*** Opening Data for the task ***
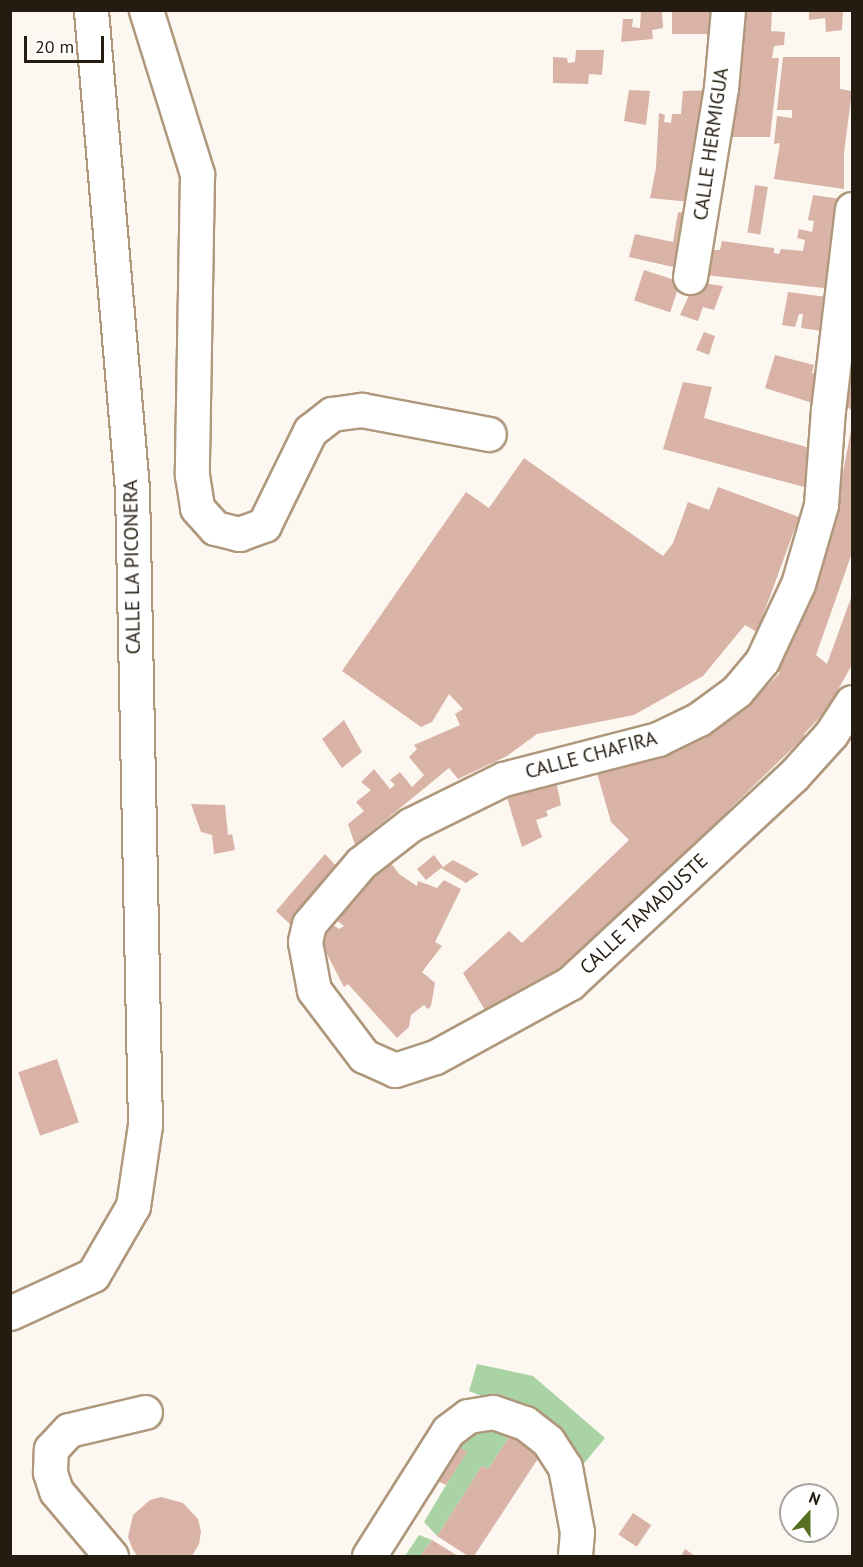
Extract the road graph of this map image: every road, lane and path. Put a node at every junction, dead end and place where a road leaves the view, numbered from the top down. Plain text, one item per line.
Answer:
1 (91, 10) edge
2 (146, 10) edge
3 (728, 10) edge
4 (852, 209) edge
5 (690, 277) dead end
6 (489, 434) dead end
7 (852, 702) edge
8 (395, 1070) joint
9 (10, 1313) edge
10 (145, 1412) dead end
11 (575, 1541) edge
12 (111, 1557) edge
13 (369, 1557) edge
14 (556, 1557) edge

1 - 9 street, CALLE LA PICONERA
2 - 6 street
3 - 5 street, CALLE HERMIGUA
4 - 8 street, CALLE CHAFIRA
7 - 8 street, CALLE TAMADUSTE
10 - 12 street
11 - 13 street
11 - 14 street

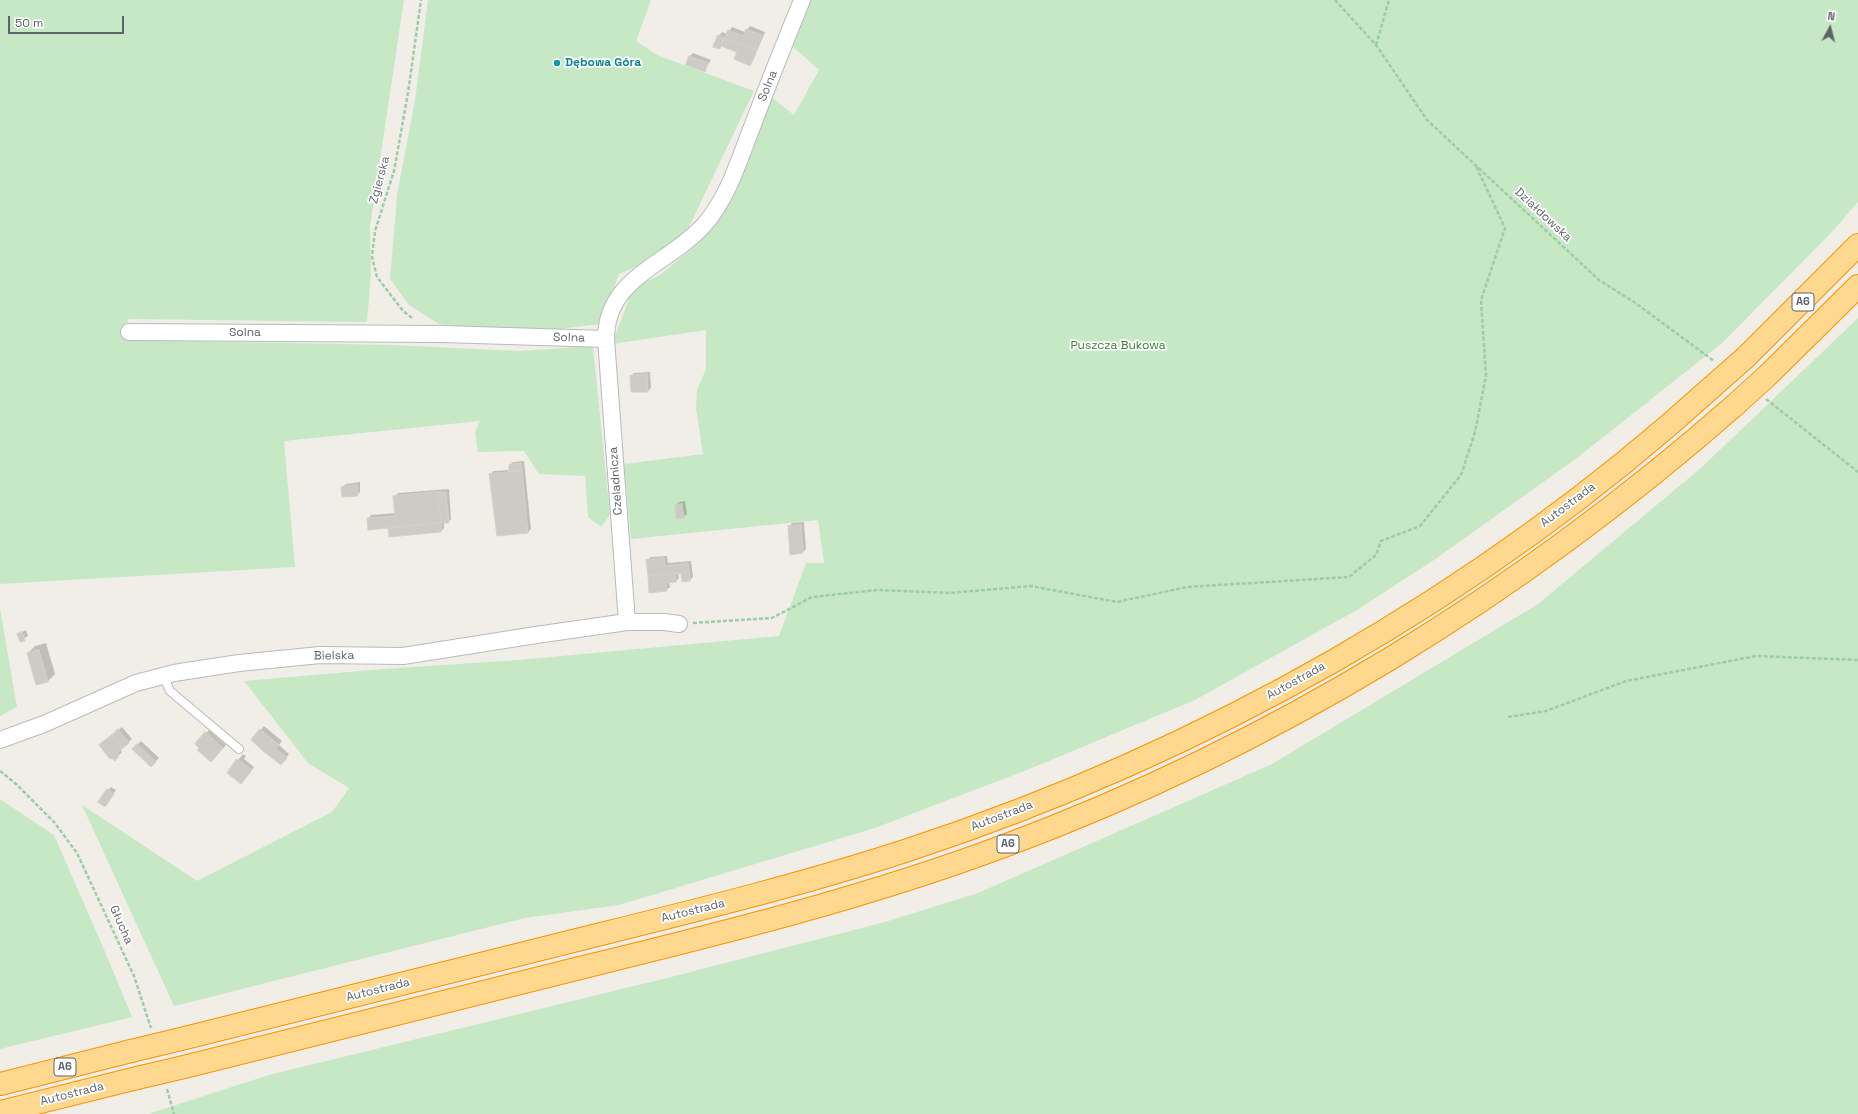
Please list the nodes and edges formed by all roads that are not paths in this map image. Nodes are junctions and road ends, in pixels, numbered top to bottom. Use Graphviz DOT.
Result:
graph roads {
  1 [pos="802,0"];
  2 [pos="1858,245"];
  3 [pos="1858,286"];
  4 [pos="129,332"];
  5 [pos="606,339"];
  6 [pos="627,622"];
  7 [pos="680,624"];
  8 [pos="163,675"];
  9 [pos="0,740"];
  10 [pos="239,749"];
  11 [pos="0,1084"];
  12 [pos="0,1112"];
  1 -- 5 [label="street, Solna"];
  2 -- 11 [label="highway, Autostrada / A6, bridge"];
  3 -- 12 [label="highway, Autostrada / A6, bridge"];
  4 -- 5 [label="street, Solna"];
  5 -- 6 [label="street, Czeladnicza"];
  6 -- 7 [label="street, Bielska"];
  6 -- 8 [label="street, Bielska"];
  8 -- 9 [label="street, Bielska"];
  8 -- 10 [label="lane"];
}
*** Closing Data for the task ***
*What is required:* Skip the pictures and transcribe the rest of the records exactly.

*Expected answer:*
Extract the road graph of this map image: every road, lane and path. Put a node at every junction, dead end and place where a road leaves the view, numbered from the top down. Plain text, one item per line.
Answer:
1 (91, 10) edge
2 (146, 10) edge
3 (728, 10) edge
4 (852, 209) edge
5 (690, 277) dead end
6 (489, 434) dead end
7 (852, 702) edge
8 (395, 1070) joint
9 (10, 1313) edge
10 (145, 1412) dead end
11 (575, 1541) edge
12 (111, 1557) edge
13 (369, 1557) edge
14 (556, 1557) edge

1 - 9 street, CALLE LA PICONERA
2 - 6 street
3 - 5 street, CALLE HERMIGUA
4 - 8 street, CALLE CHAFIRA
7 - 8 street, CALLE TAMADUSTE
10 - 12 street
11 - 13 street
11 - 14 street

Please list the nodes and edges formed by all roads that are not paths in this map image. Nodes are junctions and road ends, in pixels, numbered top to bottom. Use Graphviz DOT.
Result:
graph roads {
  1 [pos="802,0"];
  2 [pos="1858,245"];
  3 [pos="1858,286"];
  4 [pos="129,332"];
  5 [pos="606,339"];
  6 [pos="627,622"];
  7 [pos="680,624"];
  8 [pos="163,675"];
  9 [pos="0,740"];
  10 [pos="239,749"];
  11 [pos="0,1084"];
  12 [pos="0,1112"];
  1 -- 5 [label="street, Solna"];
  2 -- 11 [label="highway, Autostrada / A6, bridge"];
  3 -- 12 [label="highway, Autostrada / A6, bridge"];
  4 -- 5 [label="street, Solna"];
  5 -- 6 [label="street, Czeladnicza"];
  6 -- 7 [label="street, Bielska"];
  6 -- 8 [label="street, Bielska"];
  8 -- 9 [label="street, Bielska"];
  8 -- 10 [label="lane"];
}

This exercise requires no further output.